Ketika tentara Belanda menyerbu Bekasi,
ribuan rakyat mengungsi ke arah Karawang. Pertempuran kemudian berkobar
di daerah antara Karawang dan Bekasi, mengakibatkan jatuhnya ratusan
korban jiwa dari kalangan sipil. Pada tanggal 4 Oktober 1948, tentara
Belanda melancarkan pembersihan. Dalam peristiwa ini 35 orang penduduk
Rawagede dibunuh tanpa alasan jelas. Peristiwa inilah yang menjadi
inspirasi dari sajak terkenal Chairil Anwar berjudul Antara Karawang dan
Bekasi.
Jalannya Peristiwa
Di Jawa Barat, sebelum Perjanjian Renville ditandatangani, tentara
Belanda dari Divisi 1 yang juga dikenal sebagai Divisi 7 Desember
melancarkan pembersihan unit pasukan TNI dan laskar-laskar Indonesia
yang masih mengadakan perlawanan terhadap Belanda. Pasukan Belanda yang
ikut ambil bagian dalam operasi di daerah Karawang adalah Detasemen 3-9
RI, pasukan para (1e para compagnie) dan 12 Genie veld compagnie, yaitu
brigade cadangan dari pasukan para dan DST (Depot Speciaale Troepen).

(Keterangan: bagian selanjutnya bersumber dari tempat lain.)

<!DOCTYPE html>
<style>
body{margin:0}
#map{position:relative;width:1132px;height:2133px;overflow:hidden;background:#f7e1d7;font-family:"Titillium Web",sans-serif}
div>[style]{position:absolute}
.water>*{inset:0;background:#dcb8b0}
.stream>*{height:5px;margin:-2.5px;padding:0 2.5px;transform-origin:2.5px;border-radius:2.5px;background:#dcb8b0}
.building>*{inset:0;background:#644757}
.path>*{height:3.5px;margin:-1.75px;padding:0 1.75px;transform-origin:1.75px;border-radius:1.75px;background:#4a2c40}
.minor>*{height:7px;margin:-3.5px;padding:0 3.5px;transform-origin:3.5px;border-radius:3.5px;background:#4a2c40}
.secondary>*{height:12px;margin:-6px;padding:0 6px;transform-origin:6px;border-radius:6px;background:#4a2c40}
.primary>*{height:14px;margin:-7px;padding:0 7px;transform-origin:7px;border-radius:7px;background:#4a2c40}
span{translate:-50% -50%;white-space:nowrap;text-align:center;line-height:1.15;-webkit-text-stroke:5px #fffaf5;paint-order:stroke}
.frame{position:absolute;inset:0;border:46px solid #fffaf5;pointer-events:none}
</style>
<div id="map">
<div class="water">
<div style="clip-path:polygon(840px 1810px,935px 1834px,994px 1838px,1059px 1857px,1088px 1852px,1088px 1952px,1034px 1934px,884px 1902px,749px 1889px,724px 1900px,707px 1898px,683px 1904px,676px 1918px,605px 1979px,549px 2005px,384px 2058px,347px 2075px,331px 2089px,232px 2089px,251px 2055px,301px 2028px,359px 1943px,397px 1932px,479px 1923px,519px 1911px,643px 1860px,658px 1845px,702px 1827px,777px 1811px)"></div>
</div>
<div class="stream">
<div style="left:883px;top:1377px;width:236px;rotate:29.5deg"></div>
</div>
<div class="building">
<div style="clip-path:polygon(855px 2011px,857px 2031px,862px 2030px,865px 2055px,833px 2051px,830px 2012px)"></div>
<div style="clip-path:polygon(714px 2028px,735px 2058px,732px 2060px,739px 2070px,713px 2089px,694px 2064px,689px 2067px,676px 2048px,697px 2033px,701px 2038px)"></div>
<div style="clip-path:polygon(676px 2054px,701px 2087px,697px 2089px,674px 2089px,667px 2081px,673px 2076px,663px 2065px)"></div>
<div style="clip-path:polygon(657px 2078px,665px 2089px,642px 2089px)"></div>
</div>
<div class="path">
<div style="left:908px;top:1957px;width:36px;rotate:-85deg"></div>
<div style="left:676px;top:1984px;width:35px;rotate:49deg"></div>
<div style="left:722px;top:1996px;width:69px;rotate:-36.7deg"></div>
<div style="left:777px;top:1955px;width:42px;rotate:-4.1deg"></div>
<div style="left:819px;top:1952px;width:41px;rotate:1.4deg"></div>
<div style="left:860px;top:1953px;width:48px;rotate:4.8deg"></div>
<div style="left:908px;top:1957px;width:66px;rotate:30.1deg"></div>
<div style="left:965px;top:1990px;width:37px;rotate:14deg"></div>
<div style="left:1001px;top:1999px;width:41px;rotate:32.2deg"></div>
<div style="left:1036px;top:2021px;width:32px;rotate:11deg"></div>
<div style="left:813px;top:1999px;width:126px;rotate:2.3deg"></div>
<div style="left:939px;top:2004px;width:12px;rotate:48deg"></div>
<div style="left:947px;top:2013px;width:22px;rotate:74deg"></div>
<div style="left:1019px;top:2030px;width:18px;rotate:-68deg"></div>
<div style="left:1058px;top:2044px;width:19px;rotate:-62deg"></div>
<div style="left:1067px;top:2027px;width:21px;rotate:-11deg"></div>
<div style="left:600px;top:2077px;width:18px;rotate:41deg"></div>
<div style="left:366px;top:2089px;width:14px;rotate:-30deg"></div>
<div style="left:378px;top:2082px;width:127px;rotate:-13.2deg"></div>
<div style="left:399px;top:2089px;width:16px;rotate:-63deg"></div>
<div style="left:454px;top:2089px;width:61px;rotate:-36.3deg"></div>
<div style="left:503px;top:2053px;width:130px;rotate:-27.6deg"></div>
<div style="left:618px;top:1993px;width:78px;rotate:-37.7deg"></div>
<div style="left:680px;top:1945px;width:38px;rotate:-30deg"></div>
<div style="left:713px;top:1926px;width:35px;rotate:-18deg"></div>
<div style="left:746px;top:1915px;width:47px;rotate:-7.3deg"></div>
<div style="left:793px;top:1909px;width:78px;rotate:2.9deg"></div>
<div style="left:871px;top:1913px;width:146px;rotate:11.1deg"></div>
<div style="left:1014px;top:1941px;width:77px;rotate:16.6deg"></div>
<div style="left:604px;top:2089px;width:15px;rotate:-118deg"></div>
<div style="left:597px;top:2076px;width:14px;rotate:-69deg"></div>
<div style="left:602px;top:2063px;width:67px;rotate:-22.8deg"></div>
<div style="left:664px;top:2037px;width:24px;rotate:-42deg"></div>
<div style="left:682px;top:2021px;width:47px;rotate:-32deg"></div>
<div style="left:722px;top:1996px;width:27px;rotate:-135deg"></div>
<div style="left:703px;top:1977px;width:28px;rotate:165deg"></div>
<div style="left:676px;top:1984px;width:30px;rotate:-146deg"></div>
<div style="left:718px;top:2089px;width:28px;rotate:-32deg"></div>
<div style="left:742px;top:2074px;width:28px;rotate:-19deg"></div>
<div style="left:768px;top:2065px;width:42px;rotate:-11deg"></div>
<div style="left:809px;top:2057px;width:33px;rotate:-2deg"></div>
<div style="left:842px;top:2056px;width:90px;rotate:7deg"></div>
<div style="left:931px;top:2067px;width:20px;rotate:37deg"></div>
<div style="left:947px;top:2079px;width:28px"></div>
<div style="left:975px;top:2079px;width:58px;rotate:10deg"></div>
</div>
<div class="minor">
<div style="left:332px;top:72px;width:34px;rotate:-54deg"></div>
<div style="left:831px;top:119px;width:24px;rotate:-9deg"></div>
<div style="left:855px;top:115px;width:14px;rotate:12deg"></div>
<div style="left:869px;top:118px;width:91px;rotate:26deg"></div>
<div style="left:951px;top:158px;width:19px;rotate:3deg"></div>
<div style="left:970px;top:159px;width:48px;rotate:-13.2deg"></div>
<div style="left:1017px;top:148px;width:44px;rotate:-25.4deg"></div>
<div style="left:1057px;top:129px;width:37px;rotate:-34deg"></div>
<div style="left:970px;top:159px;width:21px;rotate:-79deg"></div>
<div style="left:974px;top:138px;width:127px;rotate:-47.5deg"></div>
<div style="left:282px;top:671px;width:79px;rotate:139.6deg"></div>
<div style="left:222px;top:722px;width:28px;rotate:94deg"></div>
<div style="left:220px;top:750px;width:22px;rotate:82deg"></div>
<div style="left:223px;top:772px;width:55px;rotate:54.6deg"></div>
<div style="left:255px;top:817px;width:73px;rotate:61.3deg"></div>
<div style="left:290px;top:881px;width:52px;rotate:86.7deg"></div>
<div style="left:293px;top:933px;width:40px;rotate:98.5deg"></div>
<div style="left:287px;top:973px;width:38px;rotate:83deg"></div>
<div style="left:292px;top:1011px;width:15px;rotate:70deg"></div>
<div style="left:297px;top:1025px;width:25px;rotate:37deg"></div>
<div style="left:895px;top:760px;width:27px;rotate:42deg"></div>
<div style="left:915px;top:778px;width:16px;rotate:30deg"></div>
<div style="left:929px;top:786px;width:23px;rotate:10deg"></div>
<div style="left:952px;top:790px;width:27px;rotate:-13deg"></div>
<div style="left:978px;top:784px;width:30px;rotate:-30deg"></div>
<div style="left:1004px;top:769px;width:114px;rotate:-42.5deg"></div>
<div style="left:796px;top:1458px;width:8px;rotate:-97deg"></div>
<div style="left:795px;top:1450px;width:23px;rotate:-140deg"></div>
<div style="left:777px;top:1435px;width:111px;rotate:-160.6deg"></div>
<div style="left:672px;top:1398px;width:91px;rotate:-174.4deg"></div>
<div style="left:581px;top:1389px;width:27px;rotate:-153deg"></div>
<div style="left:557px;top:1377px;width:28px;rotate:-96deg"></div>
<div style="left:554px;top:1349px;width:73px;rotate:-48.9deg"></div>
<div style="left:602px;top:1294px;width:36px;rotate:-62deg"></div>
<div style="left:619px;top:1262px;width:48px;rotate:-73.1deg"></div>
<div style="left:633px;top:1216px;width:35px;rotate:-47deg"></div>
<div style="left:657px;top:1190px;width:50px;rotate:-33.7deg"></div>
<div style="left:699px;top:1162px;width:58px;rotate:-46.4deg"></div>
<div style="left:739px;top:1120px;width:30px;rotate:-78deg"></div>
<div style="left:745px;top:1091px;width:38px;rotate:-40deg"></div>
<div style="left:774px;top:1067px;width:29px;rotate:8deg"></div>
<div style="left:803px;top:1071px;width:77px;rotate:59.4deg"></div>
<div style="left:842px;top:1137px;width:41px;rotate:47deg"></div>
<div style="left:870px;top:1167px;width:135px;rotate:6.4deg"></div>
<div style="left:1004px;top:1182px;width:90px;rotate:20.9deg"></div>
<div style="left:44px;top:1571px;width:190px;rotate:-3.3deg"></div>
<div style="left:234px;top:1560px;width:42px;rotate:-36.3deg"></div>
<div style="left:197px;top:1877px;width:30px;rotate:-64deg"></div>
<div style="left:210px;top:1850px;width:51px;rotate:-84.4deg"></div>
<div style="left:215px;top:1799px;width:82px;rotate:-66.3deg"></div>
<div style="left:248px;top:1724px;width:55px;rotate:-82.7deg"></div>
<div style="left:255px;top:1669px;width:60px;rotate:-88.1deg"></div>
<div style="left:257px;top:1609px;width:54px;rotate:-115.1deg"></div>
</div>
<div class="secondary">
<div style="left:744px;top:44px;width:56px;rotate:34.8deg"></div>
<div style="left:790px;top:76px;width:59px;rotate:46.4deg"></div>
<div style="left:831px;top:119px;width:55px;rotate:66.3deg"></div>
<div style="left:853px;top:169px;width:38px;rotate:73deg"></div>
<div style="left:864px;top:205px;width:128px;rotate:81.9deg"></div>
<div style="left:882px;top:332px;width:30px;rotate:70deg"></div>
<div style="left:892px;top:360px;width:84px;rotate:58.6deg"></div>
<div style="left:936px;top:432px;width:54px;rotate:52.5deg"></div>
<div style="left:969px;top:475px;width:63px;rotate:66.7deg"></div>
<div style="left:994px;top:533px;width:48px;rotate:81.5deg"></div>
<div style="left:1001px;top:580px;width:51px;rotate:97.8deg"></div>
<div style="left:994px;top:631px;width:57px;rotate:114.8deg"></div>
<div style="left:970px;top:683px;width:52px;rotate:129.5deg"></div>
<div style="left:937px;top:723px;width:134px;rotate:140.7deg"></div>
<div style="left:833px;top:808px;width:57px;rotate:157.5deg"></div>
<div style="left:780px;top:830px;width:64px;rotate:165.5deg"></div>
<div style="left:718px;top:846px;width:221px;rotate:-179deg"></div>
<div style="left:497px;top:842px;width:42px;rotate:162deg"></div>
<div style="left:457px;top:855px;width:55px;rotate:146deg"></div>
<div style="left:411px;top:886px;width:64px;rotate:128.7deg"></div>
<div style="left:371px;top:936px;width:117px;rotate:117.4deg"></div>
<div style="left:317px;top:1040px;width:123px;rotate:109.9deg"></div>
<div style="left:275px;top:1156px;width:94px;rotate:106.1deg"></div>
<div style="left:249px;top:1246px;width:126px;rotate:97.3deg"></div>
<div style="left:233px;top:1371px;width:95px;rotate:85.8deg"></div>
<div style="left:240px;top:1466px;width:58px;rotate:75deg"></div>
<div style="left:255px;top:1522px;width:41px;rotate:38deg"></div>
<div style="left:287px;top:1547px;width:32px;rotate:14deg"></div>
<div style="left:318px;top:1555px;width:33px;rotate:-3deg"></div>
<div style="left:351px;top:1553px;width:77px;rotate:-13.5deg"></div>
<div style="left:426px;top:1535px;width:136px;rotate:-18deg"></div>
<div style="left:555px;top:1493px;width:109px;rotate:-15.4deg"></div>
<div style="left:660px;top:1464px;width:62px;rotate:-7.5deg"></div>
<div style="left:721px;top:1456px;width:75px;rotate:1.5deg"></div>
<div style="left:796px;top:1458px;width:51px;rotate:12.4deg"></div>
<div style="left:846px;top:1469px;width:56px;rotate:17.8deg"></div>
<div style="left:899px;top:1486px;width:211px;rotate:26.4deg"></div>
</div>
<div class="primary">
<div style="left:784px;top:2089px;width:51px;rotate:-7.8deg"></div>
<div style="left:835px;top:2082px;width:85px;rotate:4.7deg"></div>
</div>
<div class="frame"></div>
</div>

Sekitar 130.000 tentara Belanda dikirim
ke bekas Hindia Belanda, sekarang Indonesia. Dalam operasinya di daerah
Karawang, tentara Belanda memburu Kapten Lukas Kustario, komandan kompi
Siliwangi – kemudian menjadi Komandan Batalyon Tajimalela/Brigade II
Divisi Siliwangi – yang berkali-kali berhasil menyerang patroli dan
pos-pos militer Belanda. Di wilayah Rawagede juga berkeliaran berbagai
laskar, bukan hanya pejuang Indonesia namun juga gerombolan pengacau dan
perampok.
Pada 9 Desember 1947, sehari setelah
perundingan Renville dimulai, tentara Belanda di bawah pimpinan seorang
mayor mengepung Dusun Rawagede dan menggeledah setiap rumah. Namun
mereka tidak menemukan sepucuk senjata pun. Mereka kemudian memaksa
seluruh penduduk keluar rumah masing-masing dan mengumpulkan di tempat
yang lapang. Penduduk laki-laki diperintahkan untuk berdiri berjejer,
kemudian mereka ditanya tentang keberadaan para pejuang Republik. Namun
tidak satu pun rakyat yang mengatakan tempat persembunyian para pejuang
tersebut.
Pemimpin tentara Belanda kemudian
memerintahkan untuk menembak mati semua penduduk laki-laki, termasuk
para remaja belasan tahun. Beberapa orang berhasil melarikan diri ke
hutan, walaupun terluka kena tembakan. Saih, kini berusia 83 tahun
(meninggal 7 Mei 2011) menuturkan bahwa dia bersama ayah dan para
tetangganya sekitar 20 orang jumlahnya disuruh berdiri berjejer. Ketika
tentara Belanda memberondong dengan senapan mesin –istilah penduduk
setempat: “didrèdèt”- ayahnya yang berdiri di sampingnya tewas kena
tembakan, dia juga jatuh kena tembak di tangan, namun dia pura-pura
mati. Ketika ada kesempatan, dia segera melarikan diri.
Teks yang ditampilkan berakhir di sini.